## WHAT NEEDS TO BE DONE:
In the records below, find the line containing "Trace the roads" and restate it and all lines after it exactly, through the last line.

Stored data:
━━━━

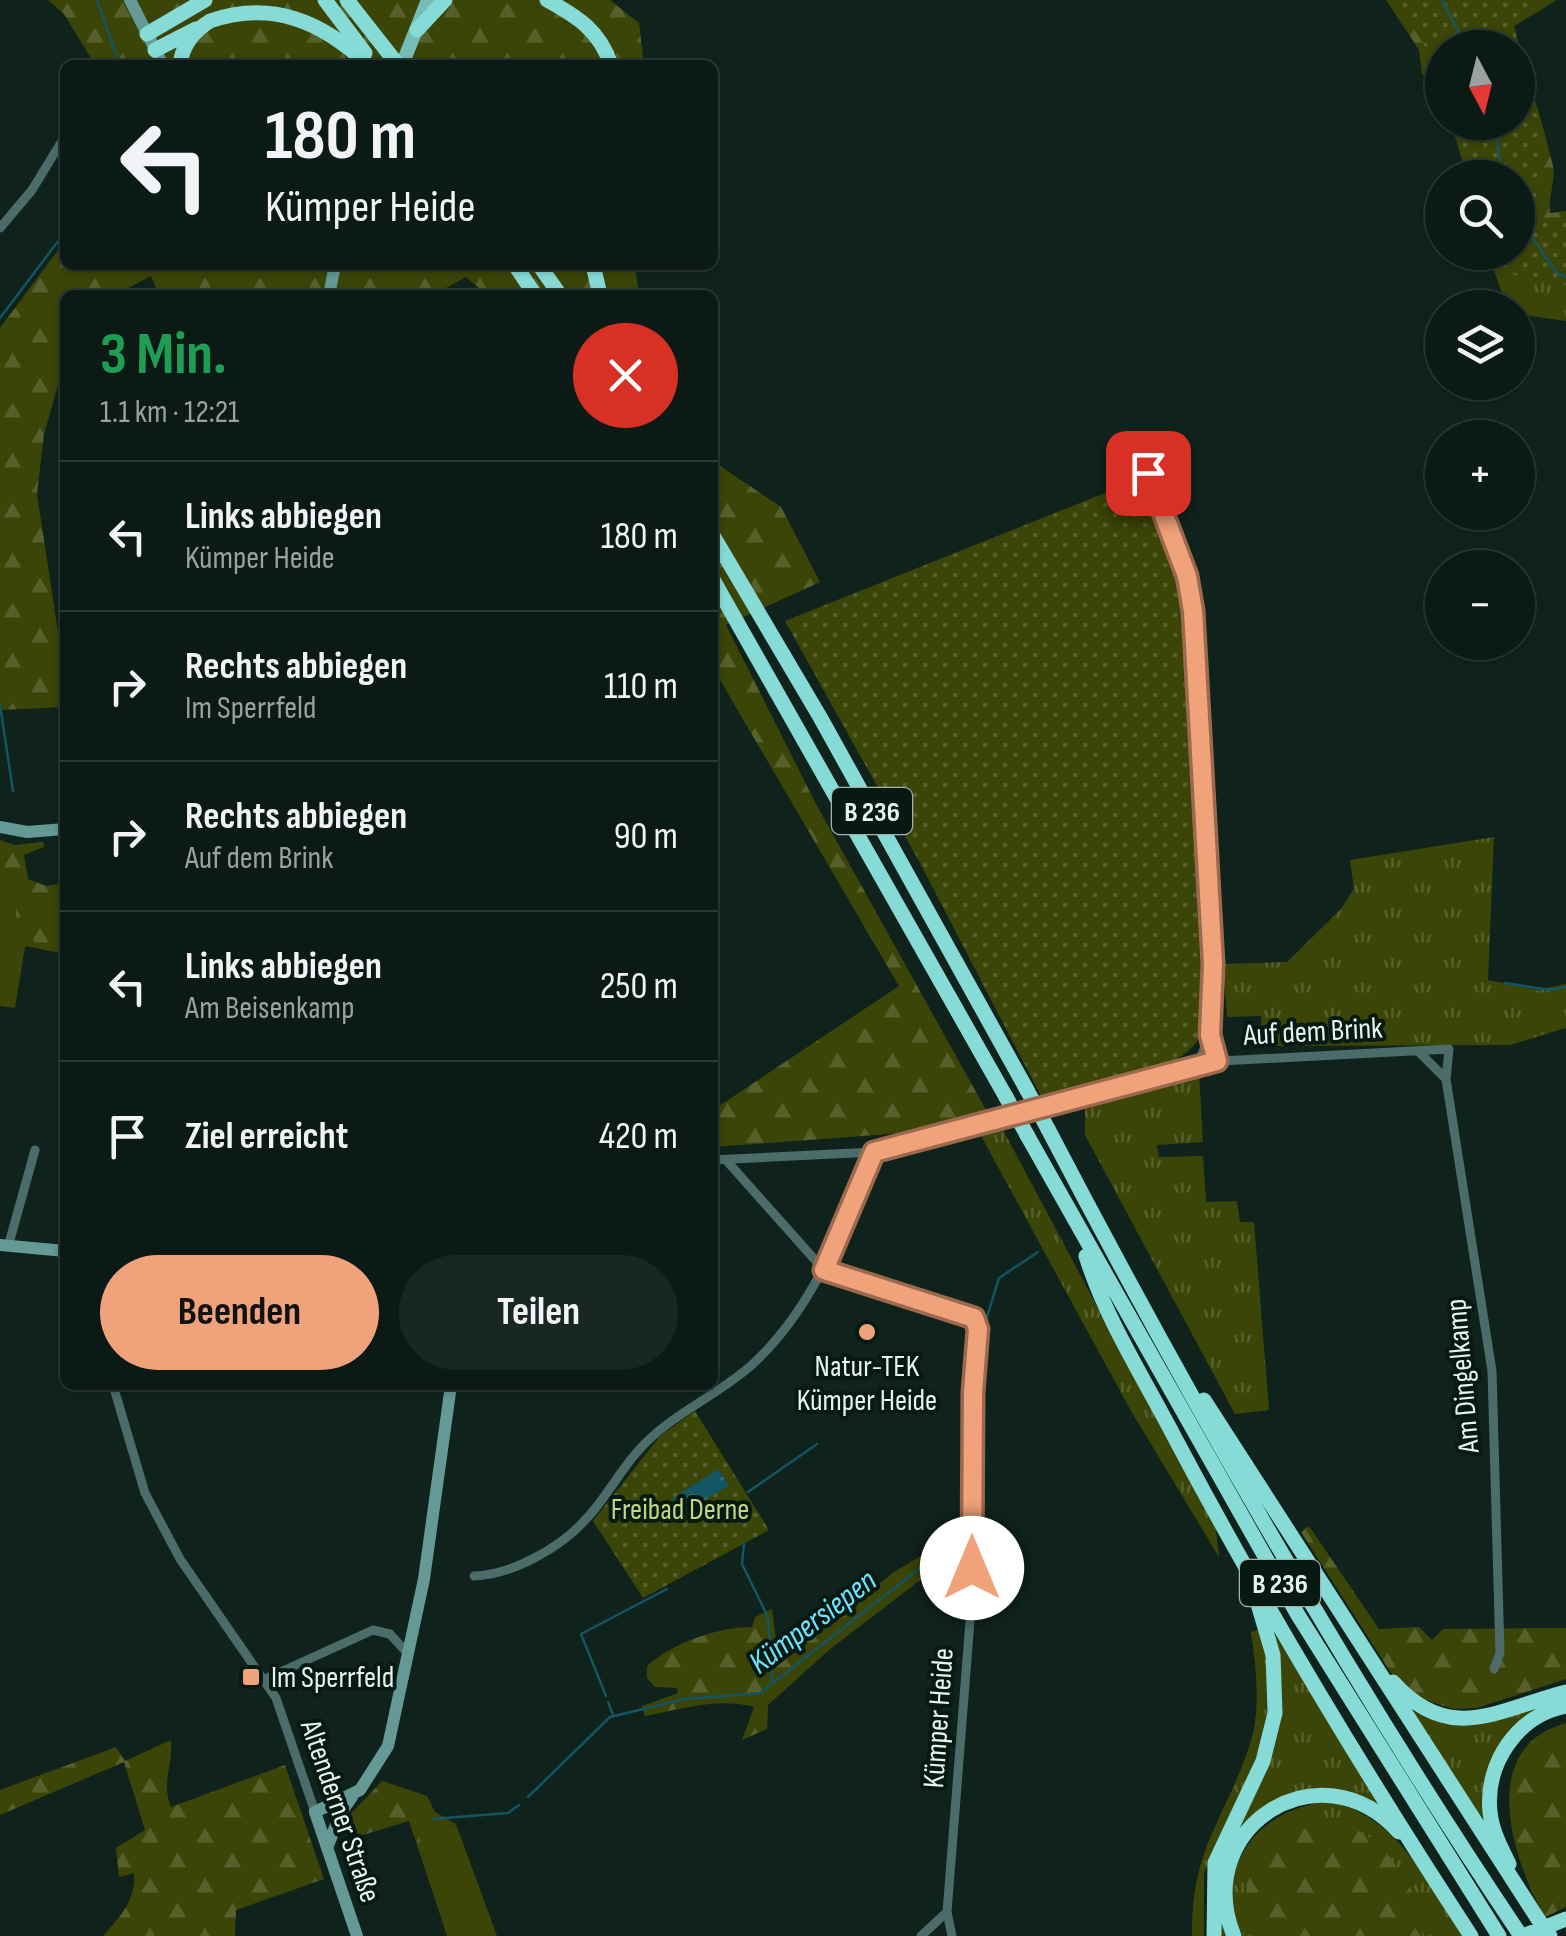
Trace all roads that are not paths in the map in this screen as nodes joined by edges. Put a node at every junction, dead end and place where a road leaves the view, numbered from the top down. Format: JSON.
{"nodes":[{"id":1,"x":130,"y":0,"type":"edge"},
{"id":2,"x":205,"y":0,"type":"edge"},
{"id":3,"x":325,"y":0,"type":"edge"},
{"id":4,"x":347,"y":0,"type":"edge"},
{"id":5,"x":428,"y":0,"type":"edge"},
{"id":6,"x":445,"y":0,"type":"edge"},
{"id":7,"x":531,"y":0,"type":"edge"},
{"id":8,"x":547,"y":0,"type":"edge"},
{"id":9,"x":568,"y":12,"type":"junction"},
{"id":10,"x":422,"y":22,"type":"junction"},
{"id":11,"x":200,"y":27,"type":"junction"},
{"id":12,"x":147,"y":34,"type":"junction"},
{"id":13,"x":159,"y":58,"type":"edge"},
{"id":14,"x":181,"y":60,"type":"edge"},
{"id":15,"x":365,"y":60,"type":"edge"},
{"id":16,"x":367,"y":60,"type":"edge"},
{"id":17,"x":396,"y":60,"type":"edge"},
{"id":18,"x":403,"y":60,"type":"edge"},
{"id":19,"x":609,"y":60,"type":"edge"},
{"id":20,"x":60,"y":144,"type":"edge"},
{"id":21,"x":0,"y":228,"type":"edge"},
{"id":22,"x":1148,"y":473,"type":"dead end"},
{"id":23,"x":718,"y":544,"type":"edge"},
{"id":24,"x":718,"y":589,"type":"edge"},
{"id":25,"x":0,"y":827,"type":"edge"},
{"id":26,"x":60,"y":829,"type":"edge"},
{"id":27,"x":1210,"y":1035,"type":"junction"},
{"id":28,"x":1449,"y":1049,"type":"joint"},
{"id":29,"x":1418,"y":1051,"type":"junction"},
{"id":30,"x":1217,"y":1061,"type":"junction"},
{"id":31,"x":1198,"y":1063,"type":"junction"},
{"id":32,"x":1446,"y":1080,"type":"junction"},
{"id":33,"x":35,"y":1150,"type":"dead end"},
{"id":34,"x":874,"y":1152,"type":"junction"},
{"id":35,"x":718,"y":1160,"type":"edge"},
{"id":36,"x":726,"y":1160,"type":"junction"},
{"id":37,"x":1076,"y":1224,"type":"junction"},
{"id":38,"x":4,"y":1246,"type":"edge"},
{"id":39,"x":60,"y":1251,"type":"edge"},
{"id":40,"x":824,"y":1270,"type":"junction"},
{"id":41,"x":1173,"y":1362,"type":"junction"},
{"id":42,"x":114,"y":1390,"type":"edge"},
{"id":43,"x":451,"y":1390,"type":"edge"},
{"id":44,"x":1234,"y":1545,"type":"junction"},
{"id":45,"x":474,"y":1576,"type":"dead end"},
{"id":46,"x":1350,"y":1622,"type":"junction"},
{"id":47,"x":409,"y":1655,"type":"junction"},
{"id":48,"x":1494,"y":1669,"type":"dead end"},
{"id":49,"x":266,"y":1679,"type":"junction"},
{"id":50,"x":1566,"y":1692,"type":"edge"},
{"id":51,"x":1566,"y":1706,"type":"edge"},
{"id":52,"x":353,"y":1796,"type":"junction"},
{"id":53,"x":315,"y":1812,"type":"junction"},
{"id":54,"x":328,"y":1849,"type":"junction"},
{"id":55,"x":1445,"y":1895,"type":"junction"},
{"id":56,"x":1528,"y":1904,"type":"junction"},
{"id":57,"x":947,"y":1912,"type":"junction"},
{"id":58,"x":1566,"y":1920,"type":"edge"},
{"id":59,"x":1520,"y":1933,"type":"edge"},
{"id":60,"x":1499,"y":1935,"type":"edge"},
{"id":61,"x":357,"y":1936,"type":"edge"},
{"id":62,"x":922,"y":1936,"type":"edge"},
{"id":63,"x":952,"y":1936,"type":"edge"},
{"id":64,"x":1214,"y":1936,"type":"edge"},
{"id":65,"x":1234,"y":1936,"type":"edge"},
{"id":66,"x":1471,"y":1936,"type":"edge"},
{"id":67,"x":1550,"y":1936,"type":"edge"}],
"edges":[{"from":1,"to":12,"type":"main road"},
{"from":2,"to":12,"type":"highway"},
{"from":3,"to":16,"type":"highway"},
{"from":4,"to":17,"type":"highway"},
{"from":5,"to":10,"type":"main road"},
{"from":6,"to":10,"type":"highway"},
{"from":7,"to":9,"type":"highway"},
{"from":8,"to":9,"type":"highway"},
{"from":9,"to":19,"type":"highway"},
{"from":10,"to":18,"type":"main road"},
{"from":11,"to":13,"type":"highway"},
{"from":11,"to":14,"type":"highway"},
{"from":11,"to":15,"type":"highway"},
{"from":12,"to":13,"type":"main road"},
{"from":20,"to":21,"type":"street"},
{"from":22,"to":27,"type":"street"},
{"from":23,"to":41,"type":"highway","number":"B 236","bridge":true},
{"from":24,"to":37,"type":"highway","number":"B 236","bridge":true},
{"from":25,"to":26,"type":"main road"},
{"from":27,"to":30,"type":"street"},
{"from":27,"to":31,"type":"street"},
{"from":28,"to":29,"type":"street","name":"Auf dem Brink"},
{"from":28,"to":32,"type":"street","name":"Am Dingelkamp"},
{"from":29,"to":30,"type":"street","name":"Auf dem Brink"},
{"from":29,"to":32,"type":"street"},
{"from":30,"to":31,"type":"street","name":"Auf dem Brink"},
{"from":31,"to":34,"type":"street","name":"Auf dem Brink"},
{"from":32,"to":48,"type":"street","name":"Am Dingelkamp"},
{"from":33,"to":38,"type":"street"},
{"from":34,"to":36,"type":"street","name":"Auf dem Brink"},
{"from":34,"to":40,"type":"street"},
{"from":35,"to":36,"type":"street","name":"Auf dem Brink"},
{"from":36,"to":40,"type":"street"},
{"from":37,"to":44,"type":"highway"},
{"from":37,"to":60,"type":"highway","number":"B 236"},
{"from":38,"to":39,"type":"main road"},
{"from":40,"to":45,"type":"street"},
{"from":40,"to":57,"type":"street","name":"Kümper Heide"},
{"from":41,"to":46,"type":"highway"},
{"from":41,"to":59,"type":"highway","number":"B 236"},
{"from":42,"to":49,"type":"street","name":"Altenderner Straße"},
{"from":43,"to":47,"type":"main road"},
{"from":44,"to":55,"type":"highway"},
{"from":44,"to":64,"type":"highway"},
{"from":46,"to":50,"type":"highway"},
{"from":46,"to":56,"type":"highway"},
{"from":47,"to":49,"type":"street"},
{"from":47,"to":52,"type":"main road"},
{"from":49,"to":53,"type":"street","name":"Altenderner Straße"},
{"from":51,"to":56,"type":"highway"},
{"from":52,"to":53,"type":"main road"},
{"from":52,"to":54,"type":"main road"},
{"from":53,"to":54,"type":"main road","name":"Altenderner Straße"},
{"from":54,"to":61,"type":"main road","name":"Altenderner Straße"},
{"from":55,"to":65,"type":"highway"},
{"from":55,"to":66,"type":"highway"},
{"from":56,"to":67,"type":"highway","bridge":true},
{"from":57,"to":62,"type":"street"},
{"from":57,"to":63,"type":"street","name":"Kümper Heide"},
{"from":58,"to":59,"type":"highway"}]}
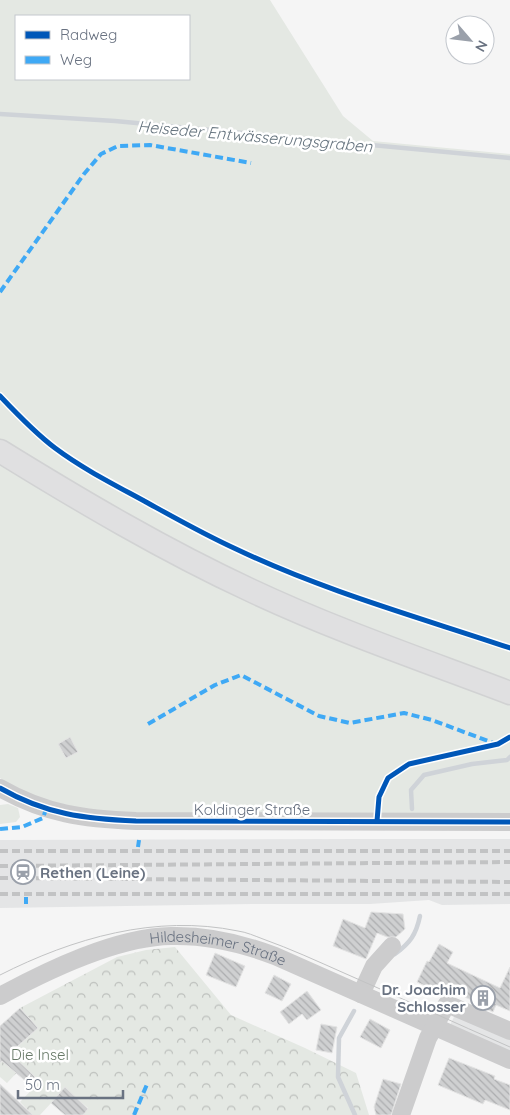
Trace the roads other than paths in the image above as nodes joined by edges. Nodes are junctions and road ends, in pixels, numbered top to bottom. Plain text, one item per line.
1 (0, 451) edge
2 (510, 694) edge
3 (0, 788) edge
4 (510, 822) edge
5 (392, 946) dead end
6 (361, 994) junction
7 (0, 996) edge
8 (433, 1027) junction
9 (510, 1031) edge
10 (510, 1060) edge
11 (402, 1115) edge

1 - 2 main road
3 - 4 street, Koldinger Straße
5 - 6 street
6 - 7 street, Hildesheimer Straße
6 - 8 street, Hildesheimer Straße
8 - 9 street
8 - 10 street, Hildesheimer Straße
8 - 11 street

━━━━

## PROBLEM SOLUTION:
Trace the roads other than paths in the image above as nodes joined by edges. Nodes are junctions and road ends, in pixels, numbered top to bottom. Plain text, one item per line.
1 (0, 451) edge
2 (510, 694) edge
3 (0, 788) edge
4 (510, 822) edge
5 (392, 946) dead end
6 (361, 994) junction
7 (0, 996) edge
8 (433, 1027) junction
9 (510, 1031) edge
10 (510, 1060) edge
11 (402, 1115) edge

1 - 2 main road
3 - 4 street, Koldinger Straße
5 - 6 street
6 - 7 street, Hildesheimer Straße
6 - 8 street, Hildesheimer Straße
8 - 9 street
8 - 10 street, Hildesheimer Straße
8 - 11 street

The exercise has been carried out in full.